JIMENEZ-MELGAR (2001) C-438/99
Similar approaches have been taken to the non-renewal of a fixed term contract
when it was known that the employee was pregnant. Her fixed term contracts
had been renewed in the past. The employer argued that there were other reasons
than her pregnancy for the non renewal. The ECJ held that so long as the nonrenewal was pregnancy connected she had a claim.
BUSCH (2003) C-320/01
A woman on parental leave who became pregnant wanted to end that leave early
and return to work. She did not tell her employer she was pregnant. She was
dismissed when the employer learned of the pregnancy. The ECJ held there was
no extra obligation to inform the employer the reasons for ending the parental
leave early (i.e. the pregnancy). There was unlawful discrimination.
HANDELS V. DANSK (1989) C-109/88)
The ECJ confirmed that if a woman is on sick leave etc. connected with pregnancy after returning from maternity leave, the employer does not discriminate
unlawfully if she is dismissed on capability grounds. This is so long as a man
who had a comparable absence record would also have been dismissed. This
is in line with other cases that have confirmed that the right not be discriminated against can only be claimed during the protected period, i.e. the statutory
maternity leave period after the birth.
MERINO GOMEZ (2004) C-342/01
It has long been accepted by law that to reduce the rights of a woman on maternity leave, fail to pay her pay rises, ignore her when promoting staff, etc. is unlawful.
This case clarified another issue, that of holiday entitlement.

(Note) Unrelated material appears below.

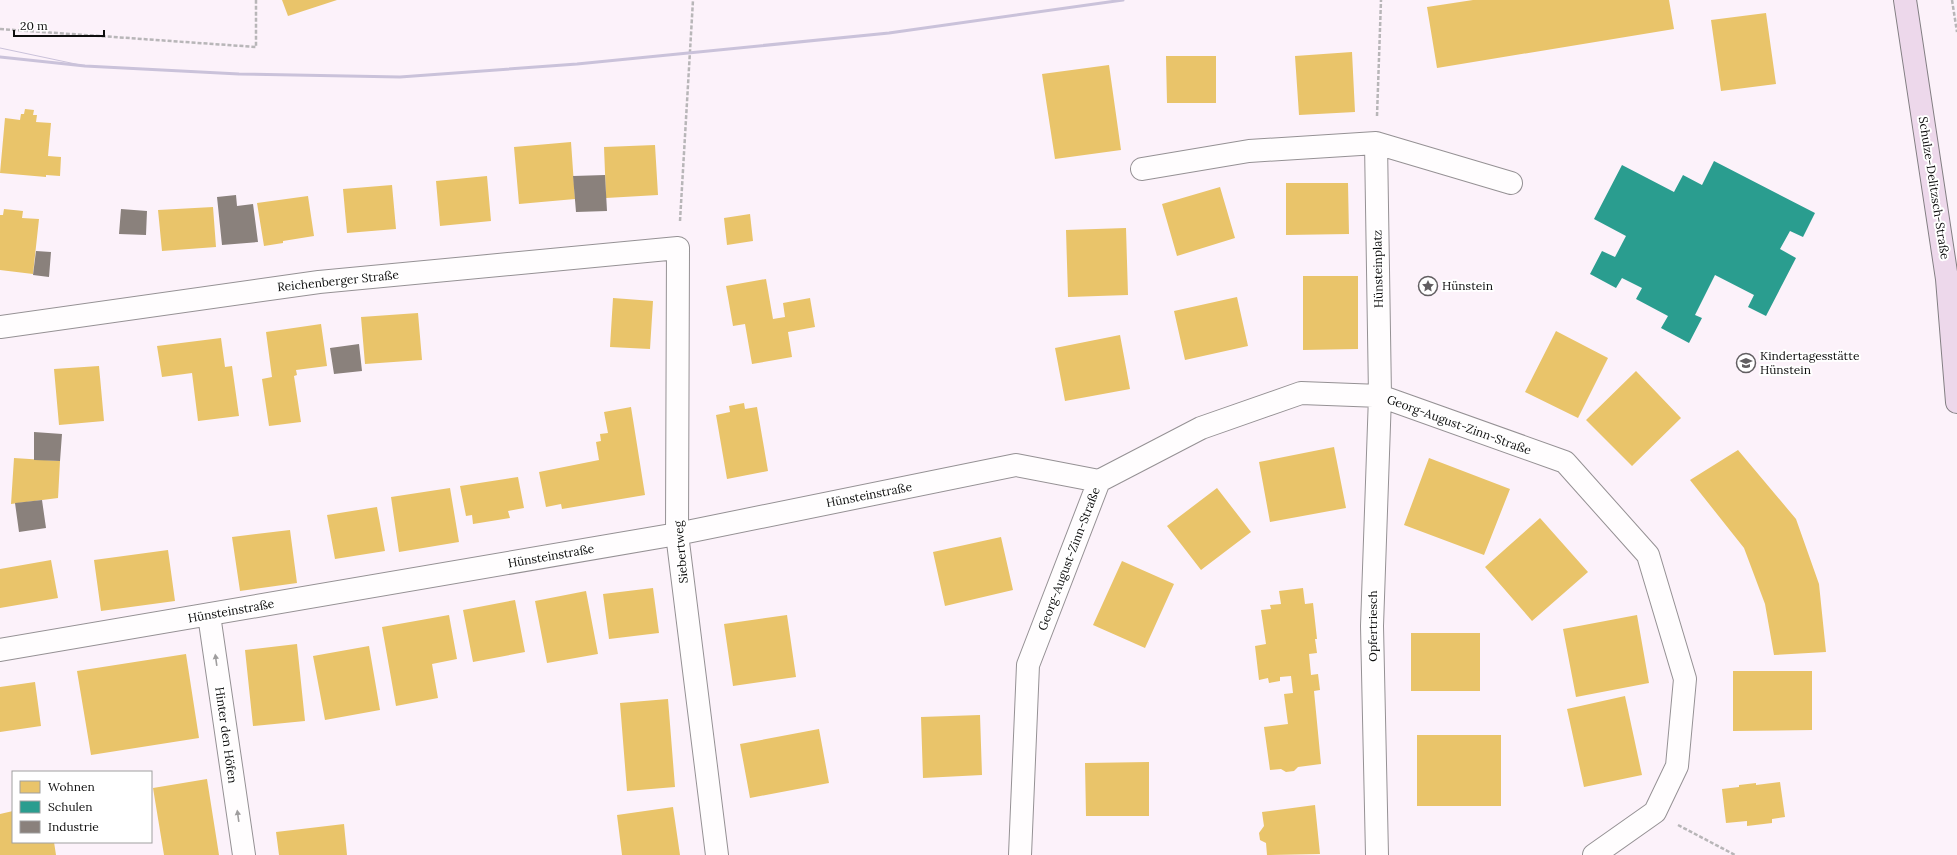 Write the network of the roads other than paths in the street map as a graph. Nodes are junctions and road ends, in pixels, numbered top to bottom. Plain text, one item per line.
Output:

It confirmed that
the right to maternity leave and holiday leave are separate rights. Therefore, a
woman must be able to take holiday leave outside the maternity leave period.
PARQUAY (2007) C-460/06
A woman went on maternity leave. She had intended to return. Temporary cover
was recruited and considered very competent by the employer. The cover was
told that she could have a permanent post when the fixed term period ended.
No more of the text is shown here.